#### [WORK REQUIRED]
This task calls for copying every line in the data below that contains the word "Дымкі".

#### [MATERIAL TO PROCESS]
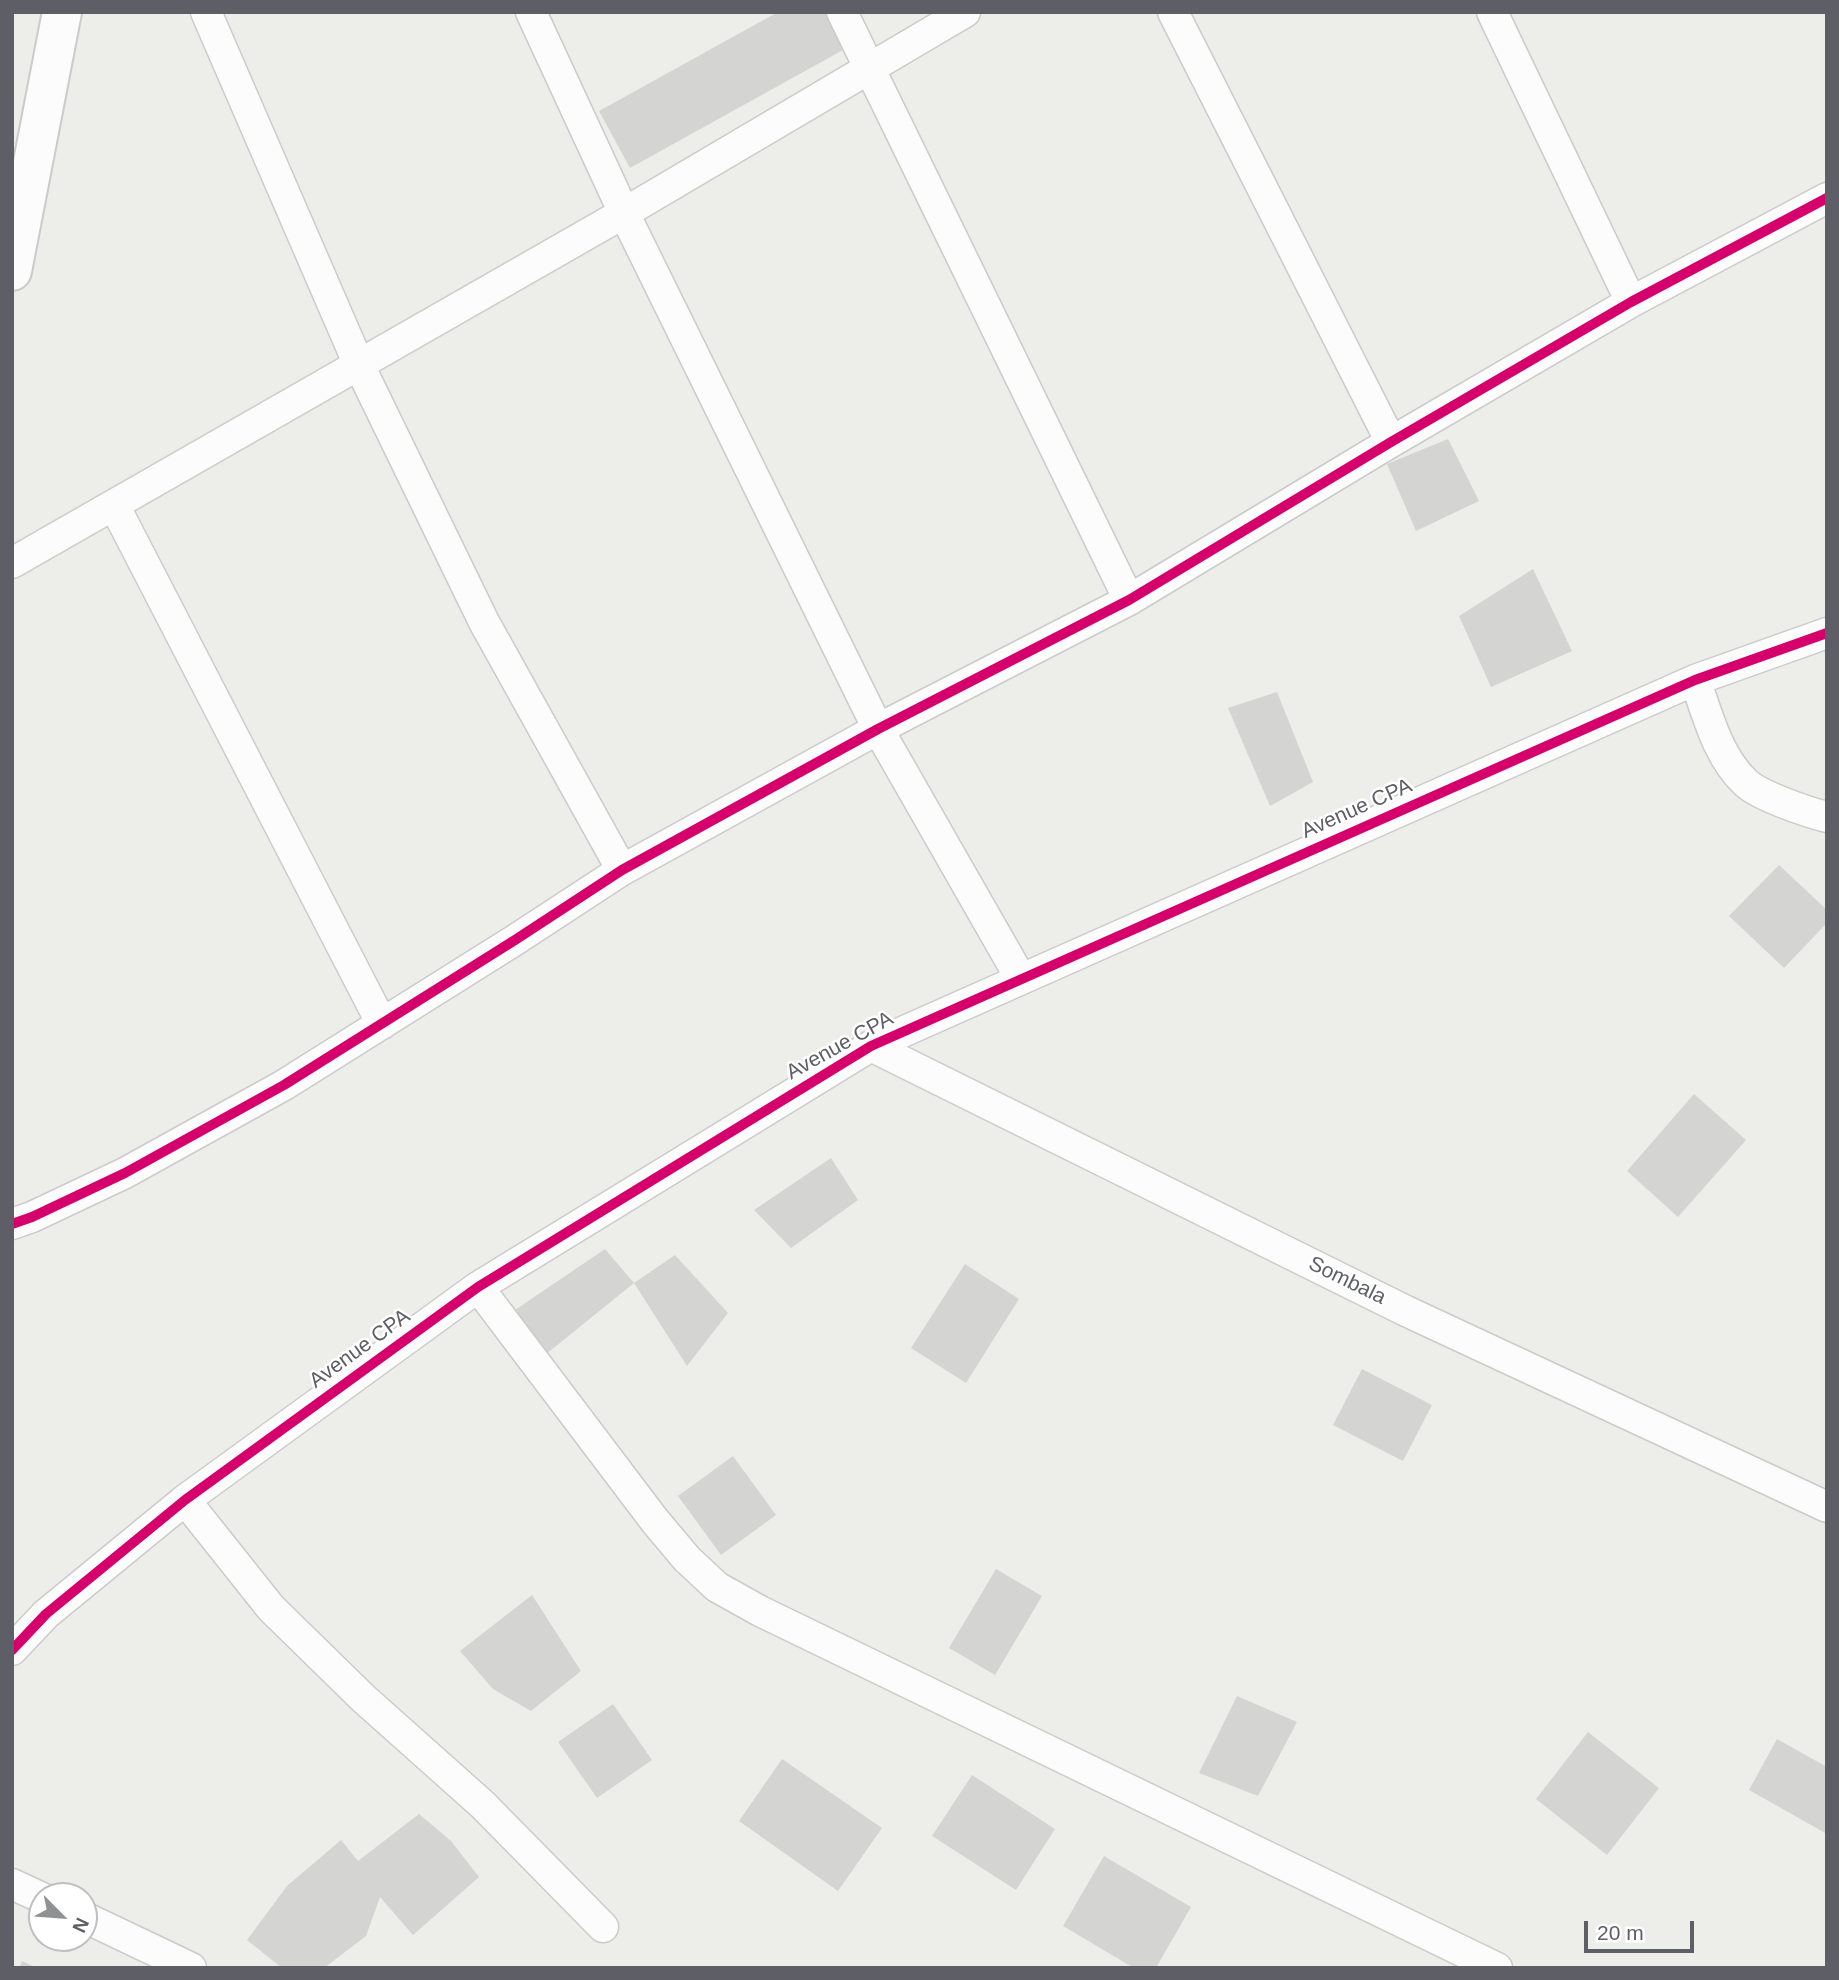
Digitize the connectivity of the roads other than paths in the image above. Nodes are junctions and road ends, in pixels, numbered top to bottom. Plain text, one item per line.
1 (62, 12) edge
2 (206, 12) edge
3 (531, 12) edge
4 (842, 12) edge
5 (965, 12) edge
6 (1173, 12) edge
7 (1492, 12) edge
8 (869, 68) junction
9 (1827, 198) edge
10 (624, 213) junction
11 (12, 271) edge
12 (1631, 302) junction
13 (359, 365) junction
14 (1391, 442) junction
15 (114, 505) junction
16 (12, 562) edge
17 (1129, 600) junction
18 (1827, 633) edge
19 (1695, 680) junction
20 (878, 729) junction
21 (1827, 817) edge
22 (622, 870) junction
23 (1021, 979) junction
24 (382, 1024) junction
25 (871, 1046) junction
26 (12, 1224) edge
27 (478, 1287) junction
28 (185, 1500) junction
29 (1827, 1507) edge
30 (12, 1650) edge
31 (12, 1884) edge
32 (28, 1891) edge
33 (98, 1924) edge
34 (603, 1927) dead end
35 (191, 1968) edge
36 (1497, 1968) edge

1 - 11 street
2 - 13 street
3 - 10 street
4 - 8 street
5 - 8 street
6 - 14 street
7 - 12 street
8 - 10 street
8 - 17 street
9 - 12 street
10 - 13 street
10 - 20 street
12 - 14 street
13 - 15 street
13 - 22 street
14 - 17 street
15 - 16 street
15 - 24 street
17 - 20 street
18 - 19 street, Avenue CPA
19 - 21 street
19 - 23 street, Avenue CPA
20 - 22 street
20 - 23 street
22 - 24 street
23 - 25 street, Avenue CPA
24 - 26 street
25 - 27 street, Avenue CPA
25 - 29 street, Sombala
27 - 28 street, Avenue CPA
27 - 36 street
28 - 30 street, Avenue CPA
28 - 34 street
31 - 32 street
33 - 35 street

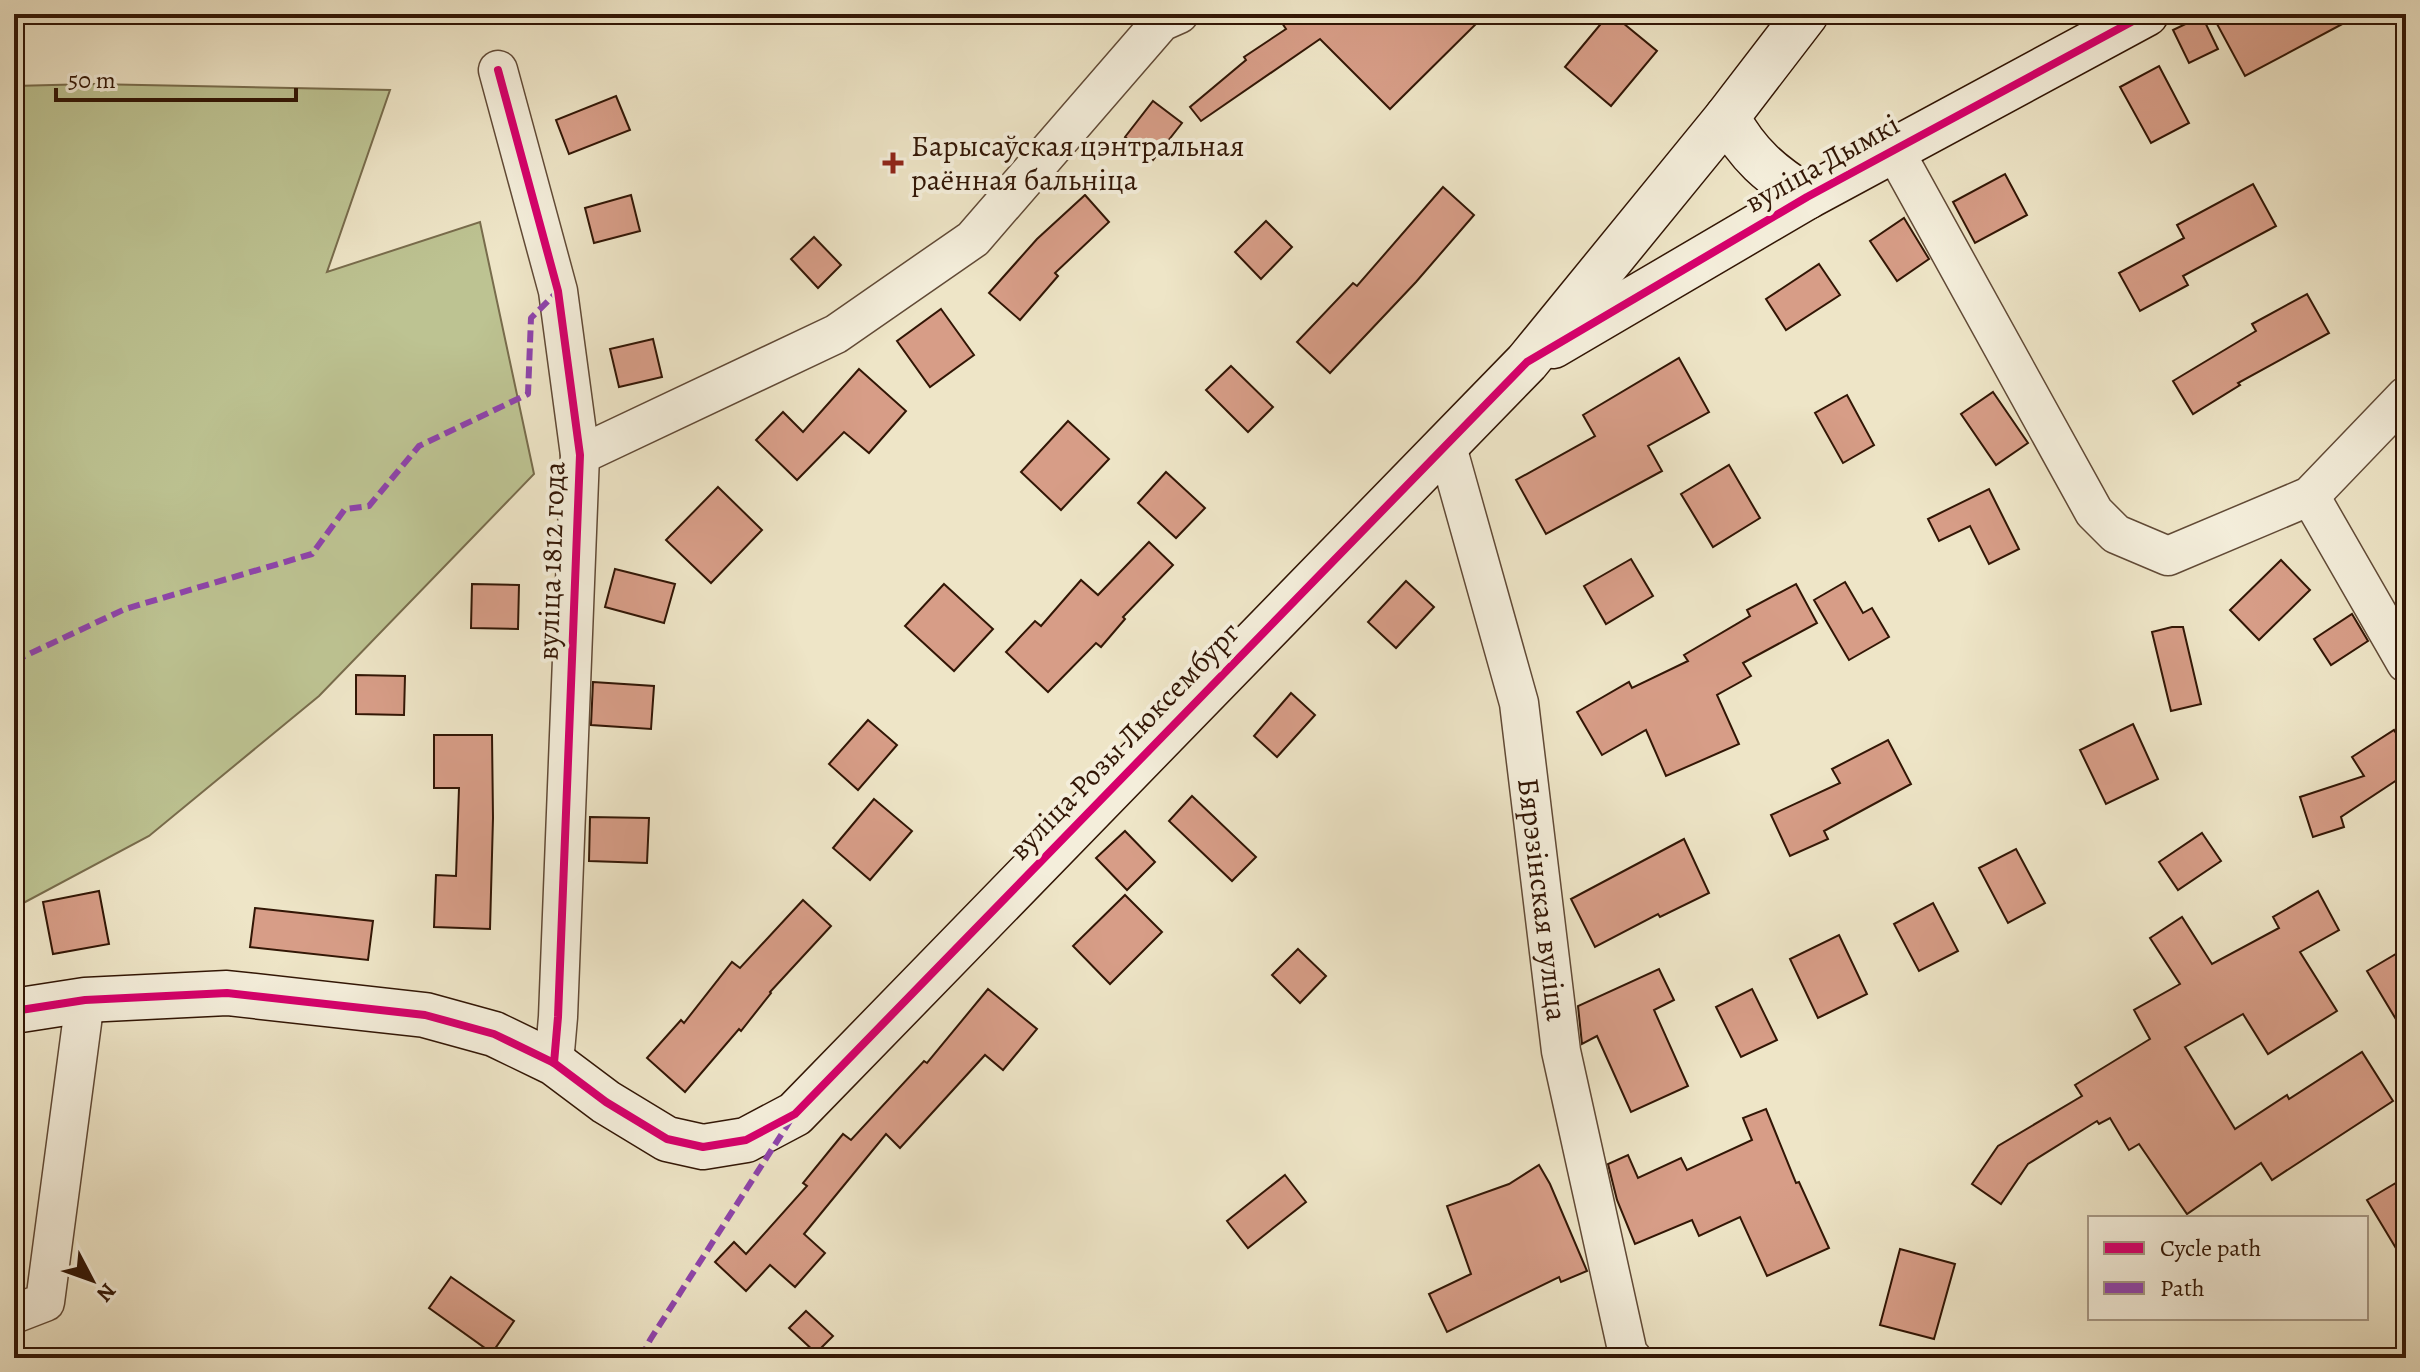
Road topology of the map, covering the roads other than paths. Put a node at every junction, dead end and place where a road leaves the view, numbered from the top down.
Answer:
1 (1179, 14) edge
2 (1806, 14) edge
3 (2146, 14) edge
4 (498, 70) dead end
5 (1727, 117) junction
6 (1894, 150) junction
7 (1807, 197) junction
8 (1527, 362) junction
9 (2406, 396) edge
10 (1446, 443) junction
11 (580, 455) junction
12 (2310, 496) junction
13 (2406, 663) edge
14 (85, 1000) junction
15 (14, 1011) edge
16 (554, 1063) junction
17 (14, 1314) edge
18 (1632, 1358) edge

1 - 11 street, вуліца 1812 года
2 - 5 main road, вуліца Розы Люксембург
3 - 6 main road, вуліца Дымкі
4 - 11 street, вуліца 1812 года
5 - 7 main road, вуліца Дымкі
5 - 8 main road, вуліца Розы Люксембург
6 - 7 main road, вуліца Дымкі
6 - 12 street
7 - 8 main road, вуліца Дымкі
8 - 10 main road, вуліца Розы Люксембург
9 - 12 street
10 - 16 main road, вуліца Розы Люксембург
10 - 18 street, Бярэзінская вуліца
11 - 16 street, вуліца 1812 года
12 - 13 street
14 - 15 main road, вуліца Розы Люксембург
14 - 16 main road, вуліца Розы Люксембург
14 - 17 street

#### [EXPECTED ANSWER]
3 - 6 main road, вуліца Дымкі
5 - 7 main road, вуліца Дымкі
6 - 7 main road, вуліца Дымкі
7 - 8 main road, вуліца Дымкі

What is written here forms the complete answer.